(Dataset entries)
──────
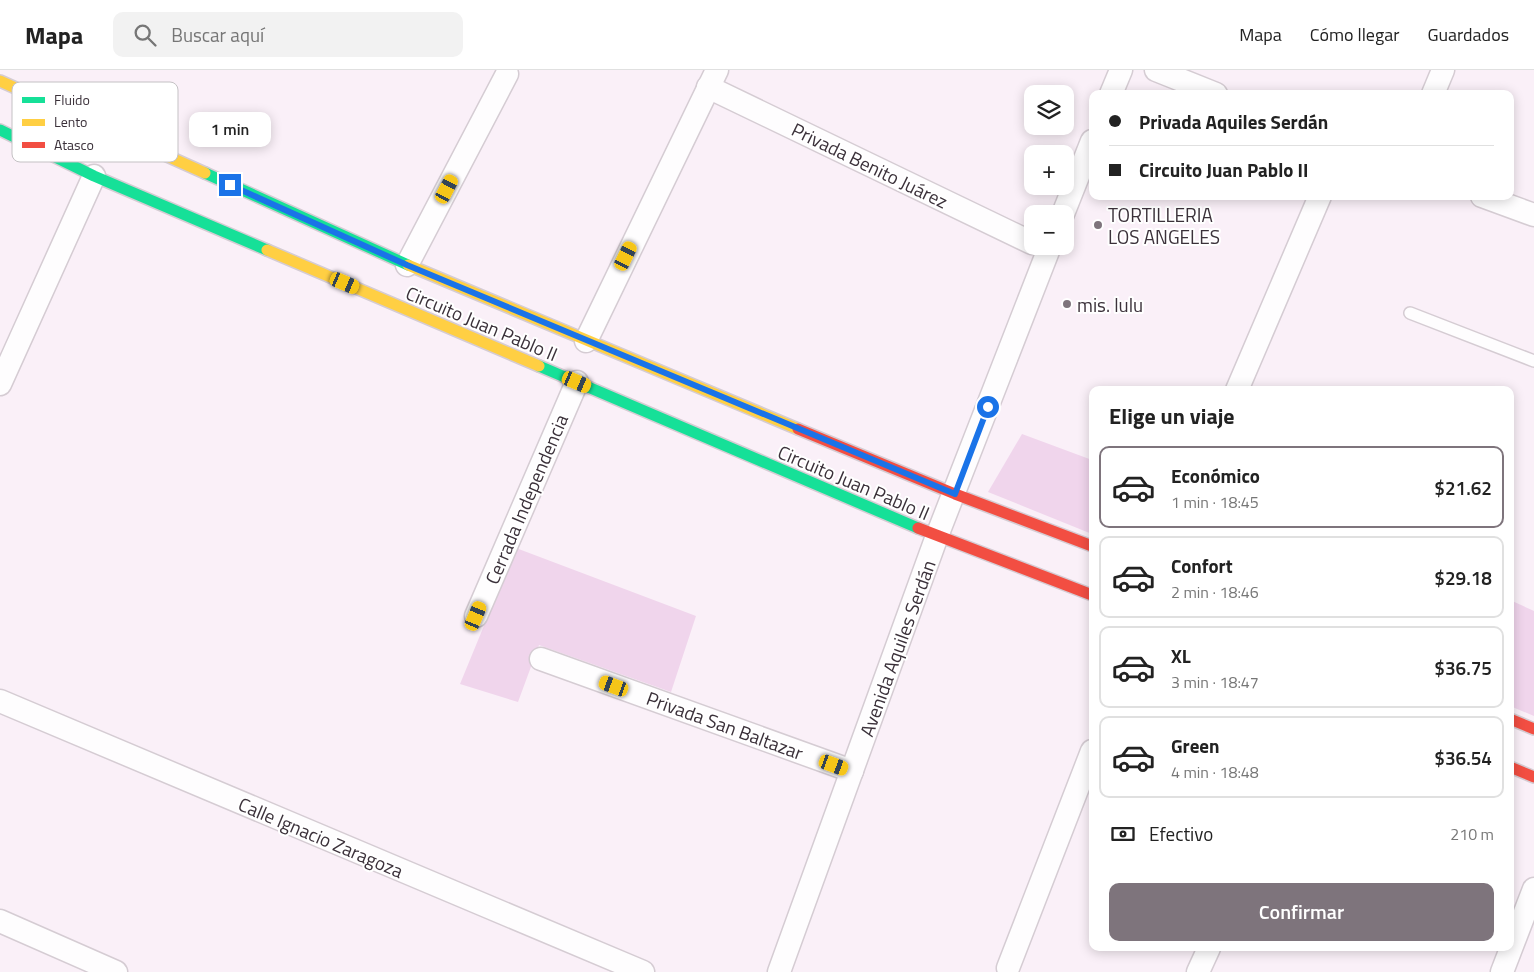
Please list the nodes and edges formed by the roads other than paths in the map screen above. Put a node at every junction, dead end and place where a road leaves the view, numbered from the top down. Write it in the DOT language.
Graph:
graph roads {
  1 [pos="1121,70"];
  2 [pos="1156,70"];
  3 [pos="1443,70"];
  4 [pos="508,74"];
  5 [pos="712,79"];
  6 [pos="0,81"];
  7 [pos="12,86"];
  8 [pos="1113,90"];
  9 [pos="1206,90"];
  10 [pos="1435,90"];
  11 [pos="0,130"];
  12 [pos="12,136"];
  13 [pos="1089,149"];
  14 [pos="178,161"];
  15 [pos="65,162"];
  16 [pos="94,176"];
  17 [pos="1318,200"];
  18 [pos="1493,200"];
  19 [pos="1067,205"];
  20 [pos="1534,215"];
  21 [pos="1024,238"];
  22 [pos="1039,255"];
  23 [pos="407,265"];
  24 [pos="1410,313"];
  25 [pos="586,341"];
  26 [pos="1534,361"];
  27 [pos="577,382"];
  28 [pos="0,384"];
  29 [pos="1240,386"];
  30 [pos="955,494"];
  31 [pos="938,536"];
  32 [pos="1089,545"];
  33 [pos="1089,594"];
  34 [pos="476,616"];
  35 [pos="541,659"];
  36 [pos="0,702"];
  37 [pos="1514,721"];
  38 [pos="1534,729"];
  39 [pos="1089,759"];
  40 [pos="1514,769"];
  41 [pos="852,771"];
  42 [pos="1534,777"];
  43 [pos="1534,889"];
  44 [pos="0,921"];
  45 [pos="1514,941"];
  46 [pos="1208,951"];
  47 [pos="1510,951"];
  48 [pos="1008,968"];
  49 [pos="116,972"];
  50 [pos="643,972"];
  51 [pos="780,972"];
  52 [pos="1198,972"];
  53 [pos="1502,972"];
  1 -- 8 [label="street"];
  2 -- 9 [label="street"];
  3 -- 10 [label="street"];
  4 -- 23 [label="street"];
  5 -- 21 [label="street, Privada Benito Juárez"];
  5 -- 25 [label="street"];
  6 -- 7 [label="main road, Circuito Juan Pablo II"];
  11 -- 12 [label="main road, Circuito Juan Pablo II"];
  13 -- 19 [label="street"];
  14 -- 23 [label="main road, Circuito Juan Pablo II"];
  15 -- 16 [label="main road, Circuito Juan Pablo II"];
  16 -- 27 [label="main road, Circuito Juan Pablo II"];
  16 -- 28 [label="street"];
  17 -- 29 [label="street"];
  18 -- 20 [label="street"];
  22 -- 30 [label="street, Avenida Aquiles Serdán"];
  23 -- 25 [label="main road, Circuito Juan Pablo II"];
  24 -- 26 [label="lane"];
  25 -- 30 [label="main road, Circuito Juan Pablo II"];
  27 -- 31 [label="main road, Circuito Juan Pablo II"];
  27 -- 34 [label="street, Cerrada Independencia"];
  30 -- 31 [label="street, Avenida Aquiles Serdán"];
  30 -- 32 [label="main road, Circuito Juan Pablo II"];
  31 -- 33 [label="main road, Circuito Juan Pablo II"];
  31 -- 41 [label="street, Avenida Aquiles Serdán"];
  35 -- 41 [label="street, Privada San Baltazar"];
  36 -- 50 [label="street, Calle Ignacio Zaragoza"];
  37 -- 38 [label="main road"];
  39 -- 48 [label="street"];
  40 -- 42 [label="main road"];
  41 -- 51 [label="street, Avenida Aquiles Serdán"];
  43 -- 45 [label="street"];
  44 -- 49 [label="street"];
  46 -- 52 [label="street"];
  47 -- 53 [label="street"];
}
──────
Restate every record above word for word, without images.

Please list the nodes and edges formed by the roads other than paths in the map screen above. Put a node at every junction, dead end and place where a road leaves the view, numbered from the top down. Write it in the DOT language.
Graph:
graph roads {
  1 [pos="1121,70"];
  2 [pos="1156,70"];
  3 [pos="1443,70"];
  4 [pos="508,74"];
  5 [pos="712,79"];
  6 [pos="0,81"];
  7 [pos="12,86"];
  8 [pos="1113,90"];
  9 [pos="1206,90"];
  10 [pos="1435,90"];
  11 [pos="0,130"];
  12 [pos="12,136"];
  13 [pos="1089,149"];
  14 [pos="178,161"];
  15 [pos="65,162"];
  16 [pos="94,176"];
  17 [pos="1318,200"];
  18 [pos="1493,200"];
  19 [pos="1067,205"];
  20 [pos="1534,215"];
  21 [pos="1024,238"];
  22 [pos="1039,255"];
  23 [pos="407,265"];
  24 [pos="1410,313"];
  25 [pos="586,341"];
  26 [pos="1534,361"];
  27 [pos="577,382"];
  28 [pos="0,384"];
  29 [pos="1240,386"];
  30 [pos="955,494"];
  31 [pos="938,536"];
  32 [pos="1089,545"];
  33 [pos="1089,594"];
  34 [pos="476,616"];
  35 [pos="541,659"];
  36 [pos="0,702"];
  37 [pos="1514,721"];
  38 [pos="1534,729"];
  39 [pos="1089,759"];
  40 [pos="1514,769"];
  41 [pos="852,771"];
  42 [pos="1534,777"];
  43 [pos="1534,889"];
  44 [pos="0,921"];
  45 [pos="1514,941"];
  46 [pos="1208,951"];
  47 [pos="1510,951"];
  48 [pos="1008,968"];
  49 [pos="116,972"];
  50 [pos="643,972"];
  51 [pos="780,972"];
  52 [pos="1198,972"];
  53 [pos="1502,972"];
  1 -- 8 [label="street"];
  2 -- 9 [label="street"];
  3 -- 10 [label="street"];
  4 -- 23 [label="street"];
  5 -- 21 [label="street, Privada Benito Juárez"];
  5 -- 25 [label="street"];
  6 -- 7 [label="main road, Circuito Juan Pablo II"];
  11 -- 12 [label="main road, Circuito Juan Pablo II"];
  13 -- 19 [label="street"];
  14 -- 23 [label="main road, Circuito Juan Pablo II"];
  15 -- 16 [label="main road, Circuito Juan Pablo II"];
  16 -- 27 [label="main road, Circuito Juan Pablo II"];
  16 -- 28 [label="street"];
  17 -- 29 [label="street"];
  18 -- 20 [label="street"];
  22 -- 30 [label="street, Avenida Aquiles Serdán"];
  23 -- 25 [label="main road, Circuito Juan Pablo II"];
  24 -- 26 [label="lane"];
  25 -- 30 [label="main road, Circuito Juan Pablo II"];
  27 -- 31 [label="main road, Circuito Juan Pablo II"];
  27 -- 34 [label="street, Cerrada Independencia"];
  30 -- 31 [label="street, Avenida Aquiles Serdán"];
  30 -- 32 [label="main road, Circuito Juan Pablo II"];
  31 -- 33 [label="main road, Circuito Juan Pablo II"];
  31 -- 41 [label="street, Avenida Aquiles Serdán"];
  35 -- 41 [label="street, Privada San Baltazar"];
  36 -- 50 [label="street, Calle Ignacio Zaragoza"];
  37 -- 38 [label="main road"];
  39 -- 48 [label="street"];
  40 -- 42 [label="main road"];
  41 -- 51 [label="street, Avenida Aquiles Serdán"];
  43 -- 45 [label="street"];
  44 -- 49 [label="street"];
  46 -- 52 [label="street"];
  47 -- 53 [label="street"];
}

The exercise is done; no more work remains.